Of 129 retailers, primarily national store chains, surveyed this spring by the National Retail Federation, 94.5 percent said they were victimized by organized criminals in the past year. And 84.8 percent said the problem has only worsened in the past three years.
The NRF said cutbacks of security employees, the desire for low prices by consumers and the ease of selling stolen goods online or at pawn shops all contributed to the problem. NRF members range from Macy's Inc to mom-and-pop shops.
"Shoppers are conditioned to look for a deal," a senior NRF advisor, Joe LaRocca, told Reuters.
LaRocca said consumers do not actively seek stolen goods, but the appetite for low prices has spurred demand.
"Thieves are looking for highly desirable, easily resold items," he said.
In contrast to shoplifting, organized crime involves people conspiring to steal merchandise, often between distribution centers and stores, and reselling rather than keeping items for their own use.
Shoplifting and theft cost retailers 1.6 percent of sales, or $32 billion in 2009, the last year for which data is available, the NRF said.
That does not include the damage from hits on cargo, or merchandise that has not yet reached stores.
The NRF's annual survey included questions about cargo theft for the first time and found that just under half of retailers, 49.6 percent, had been struck by this kind of theft.
Criminals are also growing more violent when caught by store employees.

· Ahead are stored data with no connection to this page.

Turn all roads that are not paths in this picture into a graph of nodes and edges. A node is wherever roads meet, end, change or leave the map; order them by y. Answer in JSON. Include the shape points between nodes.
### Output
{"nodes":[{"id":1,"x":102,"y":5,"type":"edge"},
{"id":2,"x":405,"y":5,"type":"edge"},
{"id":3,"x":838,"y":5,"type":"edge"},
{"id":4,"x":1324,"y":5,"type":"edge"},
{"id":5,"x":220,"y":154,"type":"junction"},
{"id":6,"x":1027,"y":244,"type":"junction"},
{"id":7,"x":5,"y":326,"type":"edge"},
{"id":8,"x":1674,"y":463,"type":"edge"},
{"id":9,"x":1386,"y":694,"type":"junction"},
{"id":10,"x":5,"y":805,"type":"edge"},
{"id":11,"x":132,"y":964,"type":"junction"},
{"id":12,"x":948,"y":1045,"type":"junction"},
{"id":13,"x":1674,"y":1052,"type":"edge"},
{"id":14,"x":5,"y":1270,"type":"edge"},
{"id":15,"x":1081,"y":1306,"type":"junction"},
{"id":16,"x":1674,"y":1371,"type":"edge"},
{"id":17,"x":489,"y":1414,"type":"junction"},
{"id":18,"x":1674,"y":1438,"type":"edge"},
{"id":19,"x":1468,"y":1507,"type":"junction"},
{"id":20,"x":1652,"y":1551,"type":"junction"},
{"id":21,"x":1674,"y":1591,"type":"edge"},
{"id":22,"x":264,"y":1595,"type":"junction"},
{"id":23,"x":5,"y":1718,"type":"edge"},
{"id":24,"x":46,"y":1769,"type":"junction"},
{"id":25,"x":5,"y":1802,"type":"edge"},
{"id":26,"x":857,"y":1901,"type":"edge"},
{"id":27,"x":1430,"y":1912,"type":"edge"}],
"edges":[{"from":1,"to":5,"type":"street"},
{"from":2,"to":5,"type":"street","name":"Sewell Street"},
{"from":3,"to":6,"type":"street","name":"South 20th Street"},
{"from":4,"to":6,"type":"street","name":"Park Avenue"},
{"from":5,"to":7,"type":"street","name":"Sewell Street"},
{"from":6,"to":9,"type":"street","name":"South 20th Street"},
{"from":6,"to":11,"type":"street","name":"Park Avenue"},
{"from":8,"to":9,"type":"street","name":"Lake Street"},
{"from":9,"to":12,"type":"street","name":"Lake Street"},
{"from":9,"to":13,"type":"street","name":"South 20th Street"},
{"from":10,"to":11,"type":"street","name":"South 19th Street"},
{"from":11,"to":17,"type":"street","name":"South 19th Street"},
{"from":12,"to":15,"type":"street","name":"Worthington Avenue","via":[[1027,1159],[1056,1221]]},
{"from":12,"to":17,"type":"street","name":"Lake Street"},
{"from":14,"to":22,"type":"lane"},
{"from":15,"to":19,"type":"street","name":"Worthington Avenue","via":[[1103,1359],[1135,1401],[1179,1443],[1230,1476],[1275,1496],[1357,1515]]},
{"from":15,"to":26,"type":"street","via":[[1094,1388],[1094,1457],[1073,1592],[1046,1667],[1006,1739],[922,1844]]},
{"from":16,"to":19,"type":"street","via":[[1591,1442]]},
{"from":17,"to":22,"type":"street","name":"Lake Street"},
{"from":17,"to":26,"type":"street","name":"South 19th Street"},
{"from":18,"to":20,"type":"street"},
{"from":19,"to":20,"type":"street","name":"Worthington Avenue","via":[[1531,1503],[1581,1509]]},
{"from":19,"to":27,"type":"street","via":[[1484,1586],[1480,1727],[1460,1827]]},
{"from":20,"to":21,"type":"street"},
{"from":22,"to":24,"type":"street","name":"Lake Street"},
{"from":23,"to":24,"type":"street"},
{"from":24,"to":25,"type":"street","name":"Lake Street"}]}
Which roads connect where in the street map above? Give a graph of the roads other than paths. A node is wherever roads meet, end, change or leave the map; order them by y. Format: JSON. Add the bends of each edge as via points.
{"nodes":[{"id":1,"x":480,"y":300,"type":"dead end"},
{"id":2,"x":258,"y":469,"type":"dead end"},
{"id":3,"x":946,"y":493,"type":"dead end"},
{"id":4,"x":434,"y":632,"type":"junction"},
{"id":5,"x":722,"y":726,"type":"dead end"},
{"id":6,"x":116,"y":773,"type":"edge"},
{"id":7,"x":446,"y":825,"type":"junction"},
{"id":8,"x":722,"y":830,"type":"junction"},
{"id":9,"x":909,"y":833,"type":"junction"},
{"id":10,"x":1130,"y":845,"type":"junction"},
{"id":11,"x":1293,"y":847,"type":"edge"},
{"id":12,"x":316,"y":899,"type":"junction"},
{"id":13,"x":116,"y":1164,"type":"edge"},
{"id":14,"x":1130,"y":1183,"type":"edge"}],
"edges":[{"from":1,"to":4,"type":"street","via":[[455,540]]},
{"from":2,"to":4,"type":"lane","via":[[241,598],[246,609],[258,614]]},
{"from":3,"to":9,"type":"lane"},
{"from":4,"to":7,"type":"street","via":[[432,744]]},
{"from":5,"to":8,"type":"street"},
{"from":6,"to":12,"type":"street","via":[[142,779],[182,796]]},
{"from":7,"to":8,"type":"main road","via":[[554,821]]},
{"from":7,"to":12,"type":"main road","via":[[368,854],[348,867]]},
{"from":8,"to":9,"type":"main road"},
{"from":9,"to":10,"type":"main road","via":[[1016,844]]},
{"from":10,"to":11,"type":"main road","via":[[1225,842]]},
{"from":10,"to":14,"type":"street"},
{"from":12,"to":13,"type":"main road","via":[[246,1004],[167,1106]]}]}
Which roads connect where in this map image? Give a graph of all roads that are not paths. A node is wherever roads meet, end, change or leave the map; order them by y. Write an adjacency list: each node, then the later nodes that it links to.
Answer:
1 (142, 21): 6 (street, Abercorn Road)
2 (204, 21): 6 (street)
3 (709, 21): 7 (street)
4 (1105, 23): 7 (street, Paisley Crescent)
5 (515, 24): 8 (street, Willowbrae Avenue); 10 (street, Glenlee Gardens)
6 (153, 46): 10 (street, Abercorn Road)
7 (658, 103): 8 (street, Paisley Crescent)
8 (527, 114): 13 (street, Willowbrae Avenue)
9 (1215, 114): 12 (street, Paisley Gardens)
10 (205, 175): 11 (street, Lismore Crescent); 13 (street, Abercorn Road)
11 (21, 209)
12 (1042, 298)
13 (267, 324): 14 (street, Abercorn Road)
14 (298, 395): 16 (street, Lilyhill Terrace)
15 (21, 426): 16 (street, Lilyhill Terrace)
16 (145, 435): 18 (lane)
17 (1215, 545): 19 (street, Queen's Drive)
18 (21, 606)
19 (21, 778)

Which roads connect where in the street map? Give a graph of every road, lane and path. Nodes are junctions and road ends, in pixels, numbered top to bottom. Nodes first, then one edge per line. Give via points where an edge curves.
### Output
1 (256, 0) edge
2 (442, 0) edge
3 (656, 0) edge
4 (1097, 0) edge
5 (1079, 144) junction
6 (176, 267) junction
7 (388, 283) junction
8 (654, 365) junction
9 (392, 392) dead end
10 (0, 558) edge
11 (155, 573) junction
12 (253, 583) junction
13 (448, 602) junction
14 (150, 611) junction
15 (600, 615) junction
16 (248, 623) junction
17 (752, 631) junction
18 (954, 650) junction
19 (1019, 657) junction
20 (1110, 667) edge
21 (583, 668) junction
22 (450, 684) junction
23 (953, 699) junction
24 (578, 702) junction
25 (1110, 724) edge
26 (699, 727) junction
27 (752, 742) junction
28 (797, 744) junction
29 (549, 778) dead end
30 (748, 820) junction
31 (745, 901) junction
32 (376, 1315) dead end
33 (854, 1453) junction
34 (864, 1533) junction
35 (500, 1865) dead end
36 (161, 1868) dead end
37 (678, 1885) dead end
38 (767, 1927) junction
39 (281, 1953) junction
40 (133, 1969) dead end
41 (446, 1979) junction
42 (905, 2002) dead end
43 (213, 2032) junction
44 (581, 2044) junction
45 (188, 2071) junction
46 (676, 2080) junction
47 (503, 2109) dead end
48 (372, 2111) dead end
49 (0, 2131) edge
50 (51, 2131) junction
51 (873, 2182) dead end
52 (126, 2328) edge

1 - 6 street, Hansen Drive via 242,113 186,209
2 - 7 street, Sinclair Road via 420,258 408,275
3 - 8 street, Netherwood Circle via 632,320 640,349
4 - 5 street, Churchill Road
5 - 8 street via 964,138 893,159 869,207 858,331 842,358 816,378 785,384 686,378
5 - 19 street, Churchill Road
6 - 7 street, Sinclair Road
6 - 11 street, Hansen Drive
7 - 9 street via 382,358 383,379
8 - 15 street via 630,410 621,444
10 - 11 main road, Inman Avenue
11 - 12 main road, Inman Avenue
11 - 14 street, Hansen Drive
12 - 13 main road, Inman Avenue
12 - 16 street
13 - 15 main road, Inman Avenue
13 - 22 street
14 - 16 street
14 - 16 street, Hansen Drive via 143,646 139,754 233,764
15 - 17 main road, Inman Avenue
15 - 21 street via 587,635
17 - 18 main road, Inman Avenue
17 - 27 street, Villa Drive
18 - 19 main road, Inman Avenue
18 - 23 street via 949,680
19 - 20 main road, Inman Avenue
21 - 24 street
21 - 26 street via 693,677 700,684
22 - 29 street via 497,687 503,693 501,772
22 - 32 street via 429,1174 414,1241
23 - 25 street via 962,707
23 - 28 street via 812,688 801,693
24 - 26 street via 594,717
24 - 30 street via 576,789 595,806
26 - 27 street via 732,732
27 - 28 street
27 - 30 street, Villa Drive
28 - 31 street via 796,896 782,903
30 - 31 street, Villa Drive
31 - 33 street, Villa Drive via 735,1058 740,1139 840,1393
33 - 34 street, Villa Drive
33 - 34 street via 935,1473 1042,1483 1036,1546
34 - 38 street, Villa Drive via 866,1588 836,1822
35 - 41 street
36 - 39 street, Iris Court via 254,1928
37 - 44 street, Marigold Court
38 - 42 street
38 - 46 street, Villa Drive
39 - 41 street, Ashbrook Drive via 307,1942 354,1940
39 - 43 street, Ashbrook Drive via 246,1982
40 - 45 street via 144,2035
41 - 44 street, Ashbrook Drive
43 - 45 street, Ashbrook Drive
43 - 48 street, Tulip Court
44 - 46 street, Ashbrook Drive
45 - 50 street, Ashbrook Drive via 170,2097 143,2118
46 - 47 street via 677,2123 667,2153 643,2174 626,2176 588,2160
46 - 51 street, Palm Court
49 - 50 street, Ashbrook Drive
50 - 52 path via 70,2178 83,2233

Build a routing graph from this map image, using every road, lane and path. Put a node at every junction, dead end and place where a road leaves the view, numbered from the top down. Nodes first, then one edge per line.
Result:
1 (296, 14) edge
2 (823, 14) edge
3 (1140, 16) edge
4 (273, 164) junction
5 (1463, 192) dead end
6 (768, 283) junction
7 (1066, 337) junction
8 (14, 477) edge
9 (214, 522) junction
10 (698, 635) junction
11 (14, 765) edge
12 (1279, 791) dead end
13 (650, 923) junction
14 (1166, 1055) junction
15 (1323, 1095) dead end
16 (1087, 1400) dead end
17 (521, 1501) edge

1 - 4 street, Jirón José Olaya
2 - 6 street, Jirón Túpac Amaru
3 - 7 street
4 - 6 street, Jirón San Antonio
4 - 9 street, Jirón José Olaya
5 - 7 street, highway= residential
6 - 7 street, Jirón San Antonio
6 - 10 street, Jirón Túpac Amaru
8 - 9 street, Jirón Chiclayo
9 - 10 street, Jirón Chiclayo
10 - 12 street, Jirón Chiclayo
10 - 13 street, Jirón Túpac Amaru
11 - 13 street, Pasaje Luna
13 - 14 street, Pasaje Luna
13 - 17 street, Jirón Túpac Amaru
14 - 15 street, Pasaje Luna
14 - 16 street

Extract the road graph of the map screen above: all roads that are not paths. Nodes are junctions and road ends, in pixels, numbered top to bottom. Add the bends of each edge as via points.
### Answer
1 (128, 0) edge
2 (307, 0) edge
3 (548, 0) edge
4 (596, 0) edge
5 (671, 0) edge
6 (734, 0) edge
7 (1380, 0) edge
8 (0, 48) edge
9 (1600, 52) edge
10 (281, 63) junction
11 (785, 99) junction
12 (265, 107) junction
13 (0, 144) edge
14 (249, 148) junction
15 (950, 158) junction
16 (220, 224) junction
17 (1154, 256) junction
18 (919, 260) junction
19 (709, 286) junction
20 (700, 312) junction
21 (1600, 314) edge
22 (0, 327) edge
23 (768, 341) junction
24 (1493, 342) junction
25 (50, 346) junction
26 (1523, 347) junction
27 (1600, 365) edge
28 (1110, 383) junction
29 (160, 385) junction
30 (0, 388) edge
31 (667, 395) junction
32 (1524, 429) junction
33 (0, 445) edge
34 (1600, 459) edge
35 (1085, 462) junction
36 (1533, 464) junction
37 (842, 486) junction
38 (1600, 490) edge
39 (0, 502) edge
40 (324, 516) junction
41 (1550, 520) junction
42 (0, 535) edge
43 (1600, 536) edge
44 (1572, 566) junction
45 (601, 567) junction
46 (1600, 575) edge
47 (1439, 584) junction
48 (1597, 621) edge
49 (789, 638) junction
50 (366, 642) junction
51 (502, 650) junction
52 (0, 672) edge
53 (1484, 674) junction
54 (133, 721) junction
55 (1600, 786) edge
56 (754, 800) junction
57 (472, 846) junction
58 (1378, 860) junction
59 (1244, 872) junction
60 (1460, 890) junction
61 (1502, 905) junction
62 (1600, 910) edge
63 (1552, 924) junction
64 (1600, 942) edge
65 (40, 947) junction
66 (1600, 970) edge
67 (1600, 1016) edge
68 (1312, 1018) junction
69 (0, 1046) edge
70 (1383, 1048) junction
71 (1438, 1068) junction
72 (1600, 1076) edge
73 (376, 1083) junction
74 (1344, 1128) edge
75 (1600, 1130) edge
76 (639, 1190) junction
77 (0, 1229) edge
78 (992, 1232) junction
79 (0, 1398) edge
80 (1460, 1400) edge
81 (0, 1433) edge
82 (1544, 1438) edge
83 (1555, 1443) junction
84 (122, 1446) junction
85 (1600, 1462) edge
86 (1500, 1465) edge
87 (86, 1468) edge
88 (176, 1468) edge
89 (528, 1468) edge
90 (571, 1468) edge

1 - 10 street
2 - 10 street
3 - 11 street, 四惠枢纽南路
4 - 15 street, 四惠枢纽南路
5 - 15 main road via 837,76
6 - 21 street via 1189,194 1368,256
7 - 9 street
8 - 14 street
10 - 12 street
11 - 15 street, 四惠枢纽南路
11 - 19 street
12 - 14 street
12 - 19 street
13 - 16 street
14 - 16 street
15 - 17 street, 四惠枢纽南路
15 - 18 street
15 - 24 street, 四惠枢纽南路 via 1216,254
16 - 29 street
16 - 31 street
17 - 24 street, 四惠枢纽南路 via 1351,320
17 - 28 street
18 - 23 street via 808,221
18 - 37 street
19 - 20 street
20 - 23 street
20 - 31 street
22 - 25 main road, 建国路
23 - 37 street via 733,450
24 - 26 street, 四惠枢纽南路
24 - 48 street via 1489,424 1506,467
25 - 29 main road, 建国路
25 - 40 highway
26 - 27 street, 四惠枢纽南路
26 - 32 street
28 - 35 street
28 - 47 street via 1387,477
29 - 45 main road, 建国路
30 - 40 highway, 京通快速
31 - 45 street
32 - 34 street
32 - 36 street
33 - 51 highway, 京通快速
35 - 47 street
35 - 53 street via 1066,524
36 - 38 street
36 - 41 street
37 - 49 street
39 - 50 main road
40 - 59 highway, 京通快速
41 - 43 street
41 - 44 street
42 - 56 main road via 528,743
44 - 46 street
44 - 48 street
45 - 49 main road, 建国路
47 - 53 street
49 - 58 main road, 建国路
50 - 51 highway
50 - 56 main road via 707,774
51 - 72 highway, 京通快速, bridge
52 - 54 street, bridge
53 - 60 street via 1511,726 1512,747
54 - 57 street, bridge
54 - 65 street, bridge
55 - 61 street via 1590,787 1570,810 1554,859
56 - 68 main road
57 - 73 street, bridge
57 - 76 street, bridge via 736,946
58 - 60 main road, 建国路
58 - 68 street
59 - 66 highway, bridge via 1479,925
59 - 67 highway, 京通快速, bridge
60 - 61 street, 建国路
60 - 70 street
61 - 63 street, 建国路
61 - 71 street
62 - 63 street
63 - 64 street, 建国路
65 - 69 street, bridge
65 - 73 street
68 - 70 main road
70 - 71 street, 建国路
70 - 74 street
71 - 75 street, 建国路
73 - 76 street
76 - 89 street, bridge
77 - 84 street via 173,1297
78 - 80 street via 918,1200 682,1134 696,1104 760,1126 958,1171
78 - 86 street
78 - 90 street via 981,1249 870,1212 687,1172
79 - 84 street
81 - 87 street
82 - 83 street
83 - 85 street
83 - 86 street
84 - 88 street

Some 13 percent of in-store apprehensions lead to violence such as assault, the survey found.
The NRF's seventh annual survey was conducted between April 19 and May 10 and was answered by senior loss prevention executives.
With the struggling economy, LaRocca said demand for stolen goods could remain strong.
"The weak economy has pushed consumers to look for better prices. Organized retail crime groups capitalize on that desperation," he added.